Set down the material exactly as given, please, from its first line through the line that includes "Road topology of".

** THE INPUT follows **

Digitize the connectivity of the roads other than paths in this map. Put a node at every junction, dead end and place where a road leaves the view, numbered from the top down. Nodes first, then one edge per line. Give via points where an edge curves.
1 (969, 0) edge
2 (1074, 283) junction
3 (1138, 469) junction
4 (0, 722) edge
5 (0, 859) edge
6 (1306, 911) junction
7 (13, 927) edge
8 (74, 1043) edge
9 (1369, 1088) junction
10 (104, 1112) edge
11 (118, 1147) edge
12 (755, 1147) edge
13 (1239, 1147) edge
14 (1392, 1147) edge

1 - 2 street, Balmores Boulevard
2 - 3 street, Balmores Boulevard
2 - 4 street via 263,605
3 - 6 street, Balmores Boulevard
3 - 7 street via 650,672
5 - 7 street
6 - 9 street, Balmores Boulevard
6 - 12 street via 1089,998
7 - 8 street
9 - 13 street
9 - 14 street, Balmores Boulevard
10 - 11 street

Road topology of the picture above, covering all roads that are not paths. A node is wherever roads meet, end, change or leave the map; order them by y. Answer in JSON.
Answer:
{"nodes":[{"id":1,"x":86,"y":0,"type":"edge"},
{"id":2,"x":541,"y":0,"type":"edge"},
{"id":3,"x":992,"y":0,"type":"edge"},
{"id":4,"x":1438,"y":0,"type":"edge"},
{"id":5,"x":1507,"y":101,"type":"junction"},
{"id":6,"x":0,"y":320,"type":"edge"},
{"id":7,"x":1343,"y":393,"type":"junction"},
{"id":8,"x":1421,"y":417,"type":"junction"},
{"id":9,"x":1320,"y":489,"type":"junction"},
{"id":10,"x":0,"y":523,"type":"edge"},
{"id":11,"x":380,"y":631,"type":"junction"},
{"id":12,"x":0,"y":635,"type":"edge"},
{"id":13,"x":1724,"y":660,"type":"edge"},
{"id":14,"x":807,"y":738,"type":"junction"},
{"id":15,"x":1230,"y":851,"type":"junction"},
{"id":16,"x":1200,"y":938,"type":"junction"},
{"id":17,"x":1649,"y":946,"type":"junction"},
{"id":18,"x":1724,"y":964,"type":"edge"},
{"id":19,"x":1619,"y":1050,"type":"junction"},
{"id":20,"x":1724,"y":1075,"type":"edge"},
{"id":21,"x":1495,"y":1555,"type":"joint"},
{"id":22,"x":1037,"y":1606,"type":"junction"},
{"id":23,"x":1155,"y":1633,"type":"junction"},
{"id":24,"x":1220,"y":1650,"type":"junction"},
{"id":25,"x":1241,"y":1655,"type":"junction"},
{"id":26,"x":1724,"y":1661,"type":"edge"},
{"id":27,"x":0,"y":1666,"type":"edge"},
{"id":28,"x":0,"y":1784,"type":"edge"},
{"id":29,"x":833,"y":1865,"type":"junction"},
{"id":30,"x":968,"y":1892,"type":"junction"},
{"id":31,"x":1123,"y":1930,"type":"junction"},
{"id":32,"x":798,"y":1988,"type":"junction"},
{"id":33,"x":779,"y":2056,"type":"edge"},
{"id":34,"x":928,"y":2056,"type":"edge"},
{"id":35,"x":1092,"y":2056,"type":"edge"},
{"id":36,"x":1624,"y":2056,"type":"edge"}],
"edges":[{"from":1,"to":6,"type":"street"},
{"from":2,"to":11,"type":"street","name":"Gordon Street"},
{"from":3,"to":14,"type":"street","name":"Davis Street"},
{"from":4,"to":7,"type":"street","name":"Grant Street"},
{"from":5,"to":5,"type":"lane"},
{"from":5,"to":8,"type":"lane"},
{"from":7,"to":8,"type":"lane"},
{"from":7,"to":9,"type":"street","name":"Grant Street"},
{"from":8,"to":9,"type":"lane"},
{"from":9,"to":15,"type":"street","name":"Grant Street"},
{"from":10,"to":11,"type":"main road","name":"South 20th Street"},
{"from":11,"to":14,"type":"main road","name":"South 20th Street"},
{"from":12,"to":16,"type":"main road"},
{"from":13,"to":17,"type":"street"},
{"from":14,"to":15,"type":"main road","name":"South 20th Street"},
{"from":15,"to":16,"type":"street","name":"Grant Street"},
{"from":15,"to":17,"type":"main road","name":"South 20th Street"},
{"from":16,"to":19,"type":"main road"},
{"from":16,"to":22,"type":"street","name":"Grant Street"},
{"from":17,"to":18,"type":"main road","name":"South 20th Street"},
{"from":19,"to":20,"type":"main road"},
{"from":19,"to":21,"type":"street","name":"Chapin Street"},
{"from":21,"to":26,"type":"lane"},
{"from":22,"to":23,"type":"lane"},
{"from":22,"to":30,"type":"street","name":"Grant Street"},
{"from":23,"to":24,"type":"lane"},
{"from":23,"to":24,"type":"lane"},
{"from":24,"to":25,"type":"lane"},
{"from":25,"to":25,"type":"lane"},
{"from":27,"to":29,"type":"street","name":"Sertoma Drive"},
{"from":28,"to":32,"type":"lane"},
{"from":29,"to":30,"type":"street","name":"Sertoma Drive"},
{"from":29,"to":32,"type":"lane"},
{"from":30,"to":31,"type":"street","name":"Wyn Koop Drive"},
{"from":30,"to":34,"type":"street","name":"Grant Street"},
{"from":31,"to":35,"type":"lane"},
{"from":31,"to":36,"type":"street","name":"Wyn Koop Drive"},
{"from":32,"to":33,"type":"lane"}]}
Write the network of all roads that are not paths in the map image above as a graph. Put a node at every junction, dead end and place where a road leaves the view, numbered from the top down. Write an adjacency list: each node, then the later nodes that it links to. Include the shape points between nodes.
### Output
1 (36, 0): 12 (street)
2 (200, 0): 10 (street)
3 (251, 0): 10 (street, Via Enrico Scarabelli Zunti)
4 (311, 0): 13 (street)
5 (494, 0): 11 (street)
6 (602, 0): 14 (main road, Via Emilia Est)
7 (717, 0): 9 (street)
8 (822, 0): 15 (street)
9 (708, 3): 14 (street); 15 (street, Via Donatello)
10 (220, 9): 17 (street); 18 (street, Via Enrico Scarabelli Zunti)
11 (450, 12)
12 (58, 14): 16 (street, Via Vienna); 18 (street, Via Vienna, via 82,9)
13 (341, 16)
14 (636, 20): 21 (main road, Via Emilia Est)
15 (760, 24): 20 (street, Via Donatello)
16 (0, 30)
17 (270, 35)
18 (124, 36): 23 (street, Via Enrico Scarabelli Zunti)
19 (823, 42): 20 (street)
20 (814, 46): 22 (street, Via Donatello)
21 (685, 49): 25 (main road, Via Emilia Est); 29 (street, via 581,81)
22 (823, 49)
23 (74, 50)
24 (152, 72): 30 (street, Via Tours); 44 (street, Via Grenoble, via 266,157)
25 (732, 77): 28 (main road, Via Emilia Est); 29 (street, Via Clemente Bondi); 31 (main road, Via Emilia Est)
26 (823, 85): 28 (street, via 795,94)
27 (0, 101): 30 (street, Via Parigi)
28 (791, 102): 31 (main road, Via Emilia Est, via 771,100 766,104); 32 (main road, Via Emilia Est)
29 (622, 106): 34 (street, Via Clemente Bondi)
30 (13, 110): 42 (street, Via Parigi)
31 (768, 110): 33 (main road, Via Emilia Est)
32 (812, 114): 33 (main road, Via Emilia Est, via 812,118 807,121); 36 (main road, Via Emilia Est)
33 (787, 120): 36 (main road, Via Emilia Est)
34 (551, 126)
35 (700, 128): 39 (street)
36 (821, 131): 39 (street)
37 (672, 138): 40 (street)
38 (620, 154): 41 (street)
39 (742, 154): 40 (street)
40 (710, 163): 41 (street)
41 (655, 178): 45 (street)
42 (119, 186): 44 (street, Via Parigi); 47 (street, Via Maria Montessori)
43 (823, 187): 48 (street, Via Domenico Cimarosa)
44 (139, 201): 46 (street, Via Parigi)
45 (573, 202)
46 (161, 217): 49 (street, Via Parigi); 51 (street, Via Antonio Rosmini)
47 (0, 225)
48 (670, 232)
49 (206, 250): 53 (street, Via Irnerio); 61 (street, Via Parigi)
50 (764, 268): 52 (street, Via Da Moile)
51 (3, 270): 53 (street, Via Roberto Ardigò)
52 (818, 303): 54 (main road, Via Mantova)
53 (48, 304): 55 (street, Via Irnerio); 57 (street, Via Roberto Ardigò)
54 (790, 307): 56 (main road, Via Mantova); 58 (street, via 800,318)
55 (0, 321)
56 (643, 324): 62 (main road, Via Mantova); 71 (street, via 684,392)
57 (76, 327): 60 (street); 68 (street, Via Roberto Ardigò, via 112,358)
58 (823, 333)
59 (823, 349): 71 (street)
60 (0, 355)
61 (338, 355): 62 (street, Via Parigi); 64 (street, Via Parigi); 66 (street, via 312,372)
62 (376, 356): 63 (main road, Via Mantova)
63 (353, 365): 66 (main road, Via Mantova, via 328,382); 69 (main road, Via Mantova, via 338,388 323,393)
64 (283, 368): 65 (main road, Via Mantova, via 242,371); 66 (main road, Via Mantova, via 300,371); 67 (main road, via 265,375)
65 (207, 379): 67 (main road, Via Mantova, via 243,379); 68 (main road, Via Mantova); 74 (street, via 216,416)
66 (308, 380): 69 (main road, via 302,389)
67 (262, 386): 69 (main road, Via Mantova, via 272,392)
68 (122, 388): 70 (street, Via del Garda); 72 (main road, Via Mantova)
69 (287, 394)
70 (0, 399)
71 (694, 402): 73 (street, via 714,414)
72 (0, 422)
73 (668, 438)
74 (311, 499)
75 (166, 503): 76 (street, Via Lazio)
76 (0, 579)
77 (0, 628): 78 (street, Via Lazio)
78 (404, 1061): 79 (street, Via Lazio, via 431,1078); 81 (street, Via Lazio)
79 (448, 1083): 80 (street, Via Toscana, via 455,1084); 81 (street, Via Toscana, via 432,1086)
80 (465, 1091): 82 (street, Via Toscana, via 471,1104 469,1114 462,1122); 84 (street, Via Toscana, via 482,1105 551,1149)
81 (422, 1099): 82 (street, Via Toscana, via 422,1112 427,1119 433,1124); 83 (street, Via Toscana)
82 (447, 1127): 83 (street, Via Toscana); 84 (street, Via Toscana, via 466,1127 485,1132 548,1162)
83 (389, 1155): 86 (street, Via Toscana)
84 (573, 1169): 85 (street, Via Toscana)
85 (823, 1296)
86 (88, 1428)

** End of THE INPUT **

== ANSWER SECTION ==
Digitize the connectivity of the roads other than paths in this map. Put a node at every junction, dead end and place where a road leaves the view, numbered from the top down. Nodes first, then one edge per line. Give via points where an edge curves.
1 (969, 0) edge
2 (1074, 283) junction
3 (1138, 469) junction
4 (0, 722) edge
5 (0, 859) edge
6 (1306, 911) junction
7 (13, 927) edge
8 (74, 1043) edge
9 (1369, 1088) junction
10 (104, 1112) edge
11 (118, 1147) edge
12 (755, 1147) edge
13 (1239, 1147) edge
14 (1392, 1147) edge

1 - 2 street, Balmores Boulevard
2 - 3 street, Balmores Boulevard
2 - 4 street via 263,605
3 - 6 street, Balmores Boulevard
3 - 7 street via 650,672
5 - 7 street
6 - 9 street, Balmores Boulevard
6 - 12 street via 1089,998
7 - 8 street
9 - 13 street
9 - 14 street, Balmores Boulevard
10 - 11 street

Road topology of the picture above, covering all roads that are not paths. A node is wherever roads meet, end, change or leave the map; order them by y. Answer in JSON.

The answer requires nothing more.